異質性社群網路取樣

社群網路分析近年來因為社群網路的崛起而成為一個相當熱門的領域，一些網路上有名的社群網路，例如Plurk、Twitter以及Facebook每天吸引上百萬人次造訪。這些人與人之間的互動資訊，提供了社群網路分析研究者寶貴的資料來源，但是，並不是每個商業性社群網站都將自己的客戶資料公諸於世，有時工程師需要寫程式一筆一筆的將資料從網路上擷取下來，為了在有限的資源下擷取到最多、最具代表性的資料，網路取樣成為社群網路分析不可或缺的一項技術。到目前為止，許多社群網路的性質被發現及應用在比較不同社群網路間的差異性，但是這些網路性質往往都是根據同質性社群網路所設計，然而，真實世界中充滿著異質性社群網路，人與人之間的關係有著各種不一樣的形式，如何在異質性社群網路上做取樣，是一個還未被深入探討的問題。在這篇論文中，我們提出了一個社群網路性質「Relational Profile」，它能夠表現出異質性社群網路中形別之間的關聯性，我們並運用這個性質，提出了一個新的網路取樣方法「Relational Profile Sampling」，實驗結果證明此方法能夠有效的保存異質性社群網路的Relational Profile。

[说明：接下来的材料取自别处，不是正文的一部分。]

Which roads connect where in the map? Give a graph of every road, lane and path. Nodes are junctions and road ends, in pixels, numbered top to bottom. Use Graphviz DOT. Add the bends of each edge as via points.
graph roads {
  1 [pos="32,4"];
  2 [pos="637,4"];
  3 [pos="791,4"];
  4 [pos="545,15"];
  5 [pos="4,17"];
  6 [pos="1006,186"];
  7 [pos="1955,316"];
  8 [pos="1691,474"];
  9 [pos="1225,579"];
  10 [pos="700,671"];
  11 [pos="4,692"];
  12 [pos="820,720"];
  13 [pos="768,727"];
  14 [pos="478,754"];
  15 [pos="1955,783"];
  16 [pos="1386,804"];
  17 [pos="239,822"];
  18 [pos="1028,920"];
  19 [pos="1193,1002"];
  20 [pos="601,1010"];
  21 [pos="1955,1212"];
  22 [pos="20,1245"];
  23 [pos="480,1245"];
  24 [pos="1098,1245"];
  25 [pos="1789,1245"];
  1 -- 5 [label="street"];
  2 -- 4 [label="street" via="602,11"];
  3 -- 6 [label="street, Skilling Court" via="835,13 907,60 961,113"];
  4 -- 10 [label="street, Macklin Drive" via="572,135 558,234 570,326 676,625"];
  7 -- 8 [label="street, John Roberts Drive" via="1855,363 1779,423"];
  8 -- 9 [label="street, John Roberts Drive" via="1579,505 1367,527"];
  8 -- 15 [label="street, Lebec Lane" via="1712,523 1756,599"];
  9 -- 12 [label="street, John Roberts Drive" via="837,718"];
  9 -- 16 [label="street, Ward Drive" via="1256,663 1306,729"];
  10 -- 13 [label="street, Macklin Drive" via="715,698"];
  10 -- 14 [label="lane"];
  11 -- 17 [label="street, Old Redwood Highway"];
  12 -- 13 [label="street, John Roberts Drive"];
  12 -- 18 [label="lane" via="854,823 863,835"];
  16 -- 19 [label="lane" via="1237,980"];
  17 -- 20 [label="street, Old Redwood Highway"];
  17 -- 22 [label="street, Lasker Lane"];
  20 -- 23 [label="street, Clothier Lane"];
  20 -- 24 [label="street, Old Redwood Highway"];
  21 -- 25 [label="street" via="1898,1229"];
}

為了更進一步證明我們提出的Relational Profile以及Relational Profile Sampling能夠有效的使用在社群網路分析，我們利用機器學習的方法在社群網路中實作物體形別預測。實驗結果發現，Relational Profile能夠在資訊短缺或不足的情況下，準確地預測出物體的形別。在不同的取樣方法中，Relational Profile Sampling所產生出的子網路，也較其他取樣方法產生出的子網路更能準確地預測出物體的形別。

關鍵字

社群網路分析；異質性網路；網路取樣；形態預測

並列摘要

Social network analysis has been a hot topic in the last few years. Due to the rise of social network sites such as Twitter, Plurk, and Facebook, large amount of data is available for the research world. However, not all social network sites make their full customer database available to general public. Often times, engineers need to write crawlers to crawl websites just to obtain parts of the social network. Data Sampling has been widely used to extract a subset of social network to represent the larger network. Various network properties have been proposed to measure the similarity between the sampled sub-networks with the original network. However, some of the properties only work for homogenous networks, in which nodes and edges are treated the same. In this thesis, we propose a novel network property, the Relational Profile to model the transitional probability between node and link types in a heterogeneous social network, networks which nodes and edges have different types. We propose a novel sampling by exploration method with the goal to sample a sub-network whose Relational Profile is as close to the Relational Profile of the original network as possible. The experiment result shows that our sampling method produces a more representative sub-network with less sampled nodes and edges. Then we try to solve a real world problem, node type prediction, using Machine Learning method with sampled sub-network as training data. Experiment shows that using Relational Profile as features works better than other features, such as in and out degree, as Relational Profile is more resistant to neighbors of testing nodes missing. Also, with the same amount of nodes sampled, sub-networks created by our sampling method can predict node types with higher accuracy than other baseline methods.

並列關鍵字

Social Network Analysis ； Heterogeneous Network ； Graph Sampling ； Node Type Prediction

參考文獻

[2] Leskovec et al. Sampling from large graphs. Proceedings of the 12th ACM SIGKDD (2006)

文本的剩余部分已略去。